Illinois Classis of the Reformed Church in the United States v. Holben, 286 Ill. 473 (1919)

Feb. 20, 1919 · Illinois Supreme Court · No. 12354
286 Ill. 473

(No. 12354.

Decree affirmed.)

The Illinois Classis of the Reformed Church in the United States, Plaintiff in Error, vs. M. A. Holben et al. Defendants in Error.

Opinion filed February 20, 1919.

1. Churches—effect where grantees in a deed for benefit of church society are unincorporated. Though the grantees in a deed in trust for a church society are unincorporated the deed is not void but all the members of the congregation become beneficiaries of the property conveyed.

2. Same—when general body of church has no interest in property. Where a deed to trustees for the benefit of a church society contains no express declaration of trust for the general body of

' any church denomination or for the teaching or practice of any particular religious principles or doctrines of faith, the right to the possession, control and use of the property is solely in the members of the congregation of the church society. (Buhrnson v. Stoner, 275 Ill. 41, distinguished.)

3. Same—power of courts to determine whether acts of congregation amount to a diversion of trust property. It is only for the protection of the property rights of the complaining party that courts are authorized to determine the question whether the acts of a congregation in withdrawing from one church denomination and uniting with another and conveying its property to the latter constitute a diversion of the property from the trust under which it is held.

*474Writ or Error to the Circuit Court of Christian county; the Hon. Thomas M. Jett, Judge, presiding.

J. E. Hogan, for plaintiff in error.

R. C. Neef, for defendants in error.

Mr. Justice Dunn

delivered the opinion of the court:

The Illinois Classis of the Reformed Church in the United States filed a bill in the circuit court of Christian county against the trustees of the First Presbyterian Church at Stonington and the trustees of the Mt. Zion Presbyterian Church to set aside the conveyance to the defendants of certain church property by the trustees of the Mt. Zion charge of the Reformed church, and has appealed from the decree which dismissed the bill for want of equity.

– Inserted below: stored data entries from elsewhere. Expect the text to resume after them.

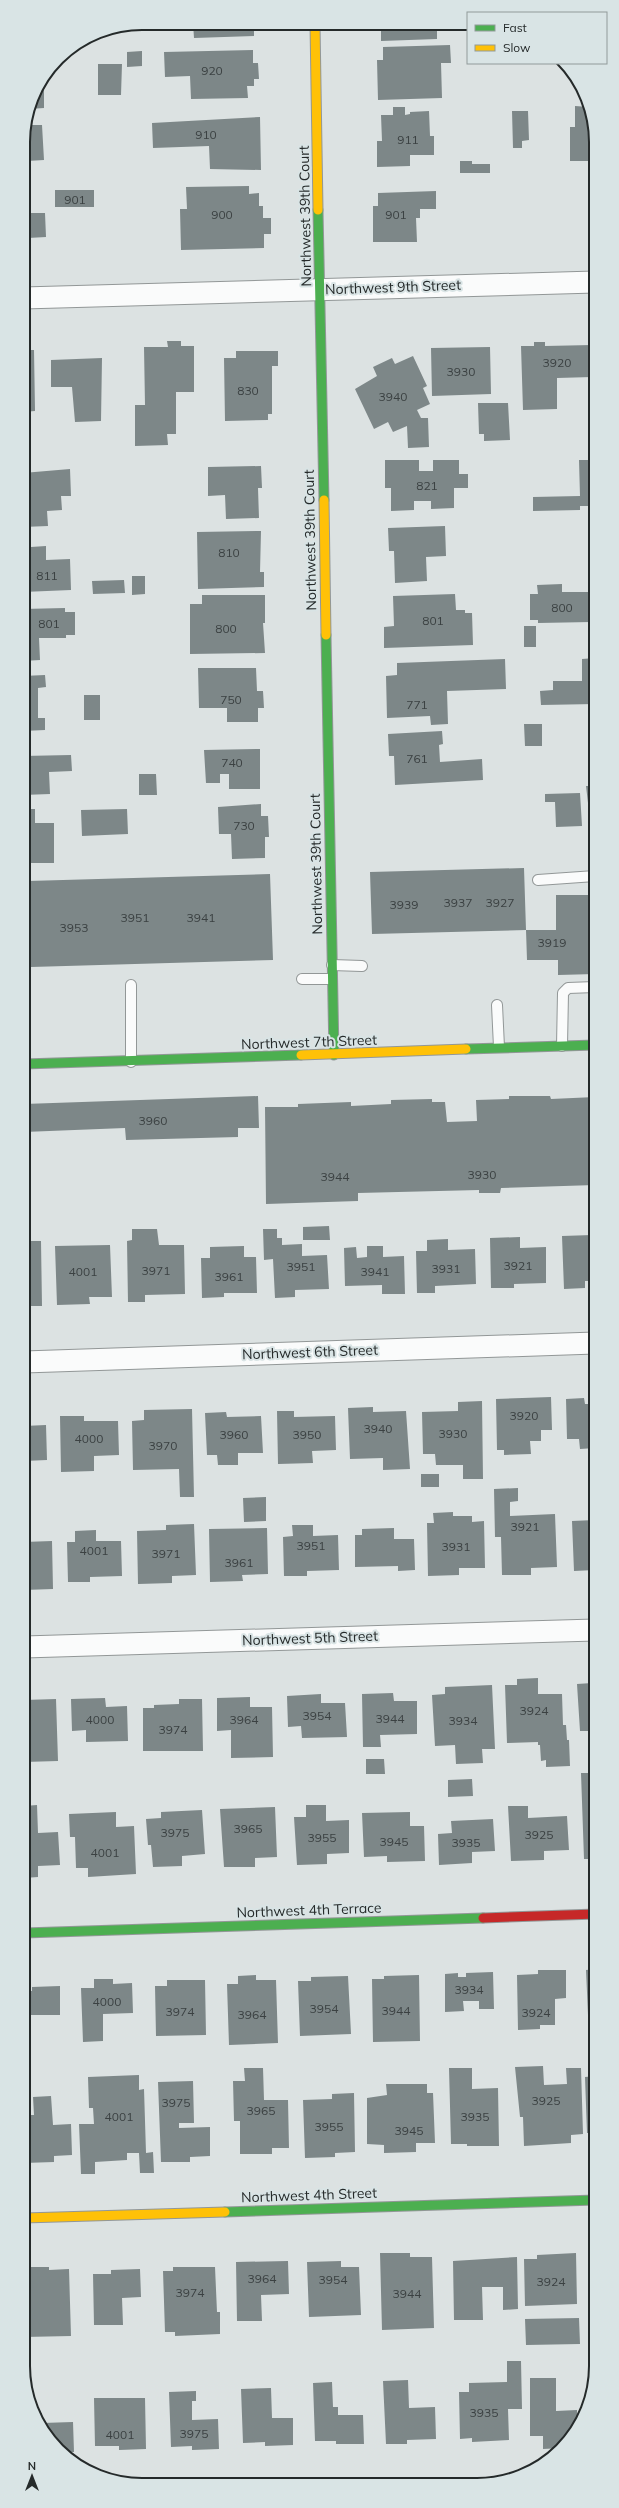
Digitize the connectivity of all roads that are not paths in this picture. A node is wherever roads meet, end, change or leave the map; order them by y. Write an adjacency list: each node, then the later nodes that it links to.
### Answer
1 (315, 30): 3 (street, Northwest 39th Court)
2 (589, 282): 3 (street, Northwest 9th Street)
3 (320, 289): 4 (street, Northwest 9th Street); 7 (street, Northwest 39th Court)
4 (30, 298)
5 (589, 876): 6 (lane)
6 (538, 880)
7 (332, 965): 8 (lane); 10 (street, Northwest 39th Court)
8 (362, 966)
9 (302, 979): 10 (lane)
10 (332, 979): 17 (street, Northwest 39th Court)
11 (131, 985): 18 (lane)
12 (589, 987): 15 (lane)
13 (497, 1006): 16 (lane)
14 (589, 1045): 15 (street, Northwest 7th Street)
15 (562, 1046): 16 (street, Northwest 7th Street)
16 (499, 1047): 17 (street, Northwest 7th Street)
17 (334, 1055): 18 (street, Northwest 7th Street)
18 (131, 1062): 19 (street, Northwest 7th Street)
19 (30, 1064)
20 (589, 1343): 21 (street, Northwest 6th Street)
21 (30, 1362)
22 (589, 1630): 23 (street, Northwest 5th Street)
23 (30, 1647)
24 (589, 1914): 25 (street, Northwest 4th Terrace)
25 (30, 1933)
26 (589, 2200): 27 (street, Northwest 4th Street)
27 (30, 2218)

■ The bill averred that the complainant was an ecclesiastical corporation of the State of Illinois and the owner of the real estate in controversy, the title of which was held by the trustees of the Mt. Zion charge of the Reformed church for the use of said Mt. Zion charge, and that it is provided by the constitution and laws of the Reformed church that when a congregation is dissolved the property of the individual congregation becomes vested in the general body of the * church; that the Mt. Zion Reformed Church illegally attempted to withdraw from the Reformed church and enter the Presbyterian church, but that such withdrawal and all steps taken with reference to it were contrary to the constitution and laws of the Reformed church, were illegal and void and constituted a dissolution of the church, and that thereby the title to the property became vested in the complainant; that after the' attempted withdrawal the trustees of the Stonington Reformed Church and the Mt. Zion Reformed Church executed a deed conveying the property in controversy to Jesse M. Corzine, who in turn conveyed it to-the trustees of the First Presbyterian Church of Stonington and the *475Mt. Zion Presbyterian Church; that such conveyances constitute a cloud upon the title of the complainant, and the complainant is entitled to have the property re-conveyed. The answer admits the conveyances but denies that the complainant was the owner of the premises or that the conveyances in any manner affected the interest of the complainant. It admits that the property was held by the trustees of the Mt. Zion charge for the use of the congregation, but avers that the provision of the constitution of the Reformed church that when a congregation is dissolved the property of the congregation vests in the general body of the church is contrary to the laws of the State of Illinois and is null and void. It denies that the congregations of Stonington and Mt. Zion are dissolved or that the Mt. Zion church illegally attempted to withdraw from the Reformed church to enter the Presbyterian church, or that their acts in withdrawing and connecting themselves with the Presbyterian church were illegal and void'.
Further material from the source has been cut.